→ Your instructions:
In full and without edits, write out the data that follows.

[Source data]

::::

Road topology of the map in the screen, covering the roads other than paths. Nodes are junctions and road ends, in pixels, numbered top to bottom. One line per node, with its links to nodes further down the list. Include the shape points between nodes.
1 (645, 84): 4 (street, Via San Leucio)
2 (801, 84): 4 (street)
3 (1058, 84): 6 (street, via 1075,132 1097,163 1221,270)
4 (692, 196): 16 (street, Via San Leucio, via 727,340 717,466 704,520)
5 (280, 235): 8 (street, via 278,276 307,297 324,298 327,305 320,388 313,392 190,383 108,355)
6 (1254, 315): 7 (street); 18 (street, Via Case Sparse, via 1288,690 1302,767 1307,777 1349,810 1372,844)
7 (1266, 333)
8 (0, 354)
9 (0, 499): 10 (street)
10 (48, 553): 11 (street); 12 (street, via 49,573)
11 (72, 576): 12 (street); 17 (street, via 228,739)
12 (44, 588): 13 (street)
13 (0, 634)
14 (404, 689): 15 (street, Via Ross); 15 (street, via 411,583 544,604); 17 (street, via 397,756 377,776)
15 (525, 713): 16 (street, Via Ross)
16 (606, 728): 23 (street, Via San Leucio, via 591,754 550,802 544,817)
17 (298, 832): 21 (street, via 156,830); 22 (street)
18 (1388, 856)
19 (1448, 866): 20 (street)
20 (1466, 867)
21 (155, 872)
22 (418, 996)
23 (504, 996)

::::

→ Your response:
Road topology of the map in the screen, covering the roads other than paths. Nodes are junctions and road ends, in pixels, numbered top to bottom. One line per node, with its links to nodes further down the list. Include the shape points between nodes.
1 (645, 84): 4 (street, Via San Leucio)
2 (801, 84): 4 (street)
3 (1058, 84): 6 (street, via 1075,132 1097,163 1221,270)
4 (692, 196): 16 (street, Via San Leucio, via 727,340 717,466 704,520)
5 (280, 235): 8 (street, via 278,276 307,297 324,298 327,305 320,388 313,392 190,383 108,355)
6 (1254, 315): 7 (street); 18 (street, Via Case Sparse, via 1288,690 1302,767 1307,777 1349,810 1372,844)
7 (1266, 333)
8 (0, 354)
9 (0, 499): 10 (street)
10 (48, 553): 11 (street); 12 (street, via 49,573)
11 (72, 576): 12 (street); 17 (street, via 228,739)
12 (44, 588): 13 (street)
13 (0, 634)
14 (404, 689): 15 (street, Via Ross); 15 (street, via 411,583 544,604); 17 (street, via 397,756 377,776)
15 (525, 713): 16 (street, Via Ross)
16 (606, 728): 23 (street, Via San Leucio, via 591,754 550,802 544,817)
17 (298, 832): 21 (street, via 156,830); 22 (street)
18 (1388, 856)
19 (1448, 866): 20 (street)
20 (1466, 867)
21 (155, 872)
22 (418, 996)
23 (504, 996)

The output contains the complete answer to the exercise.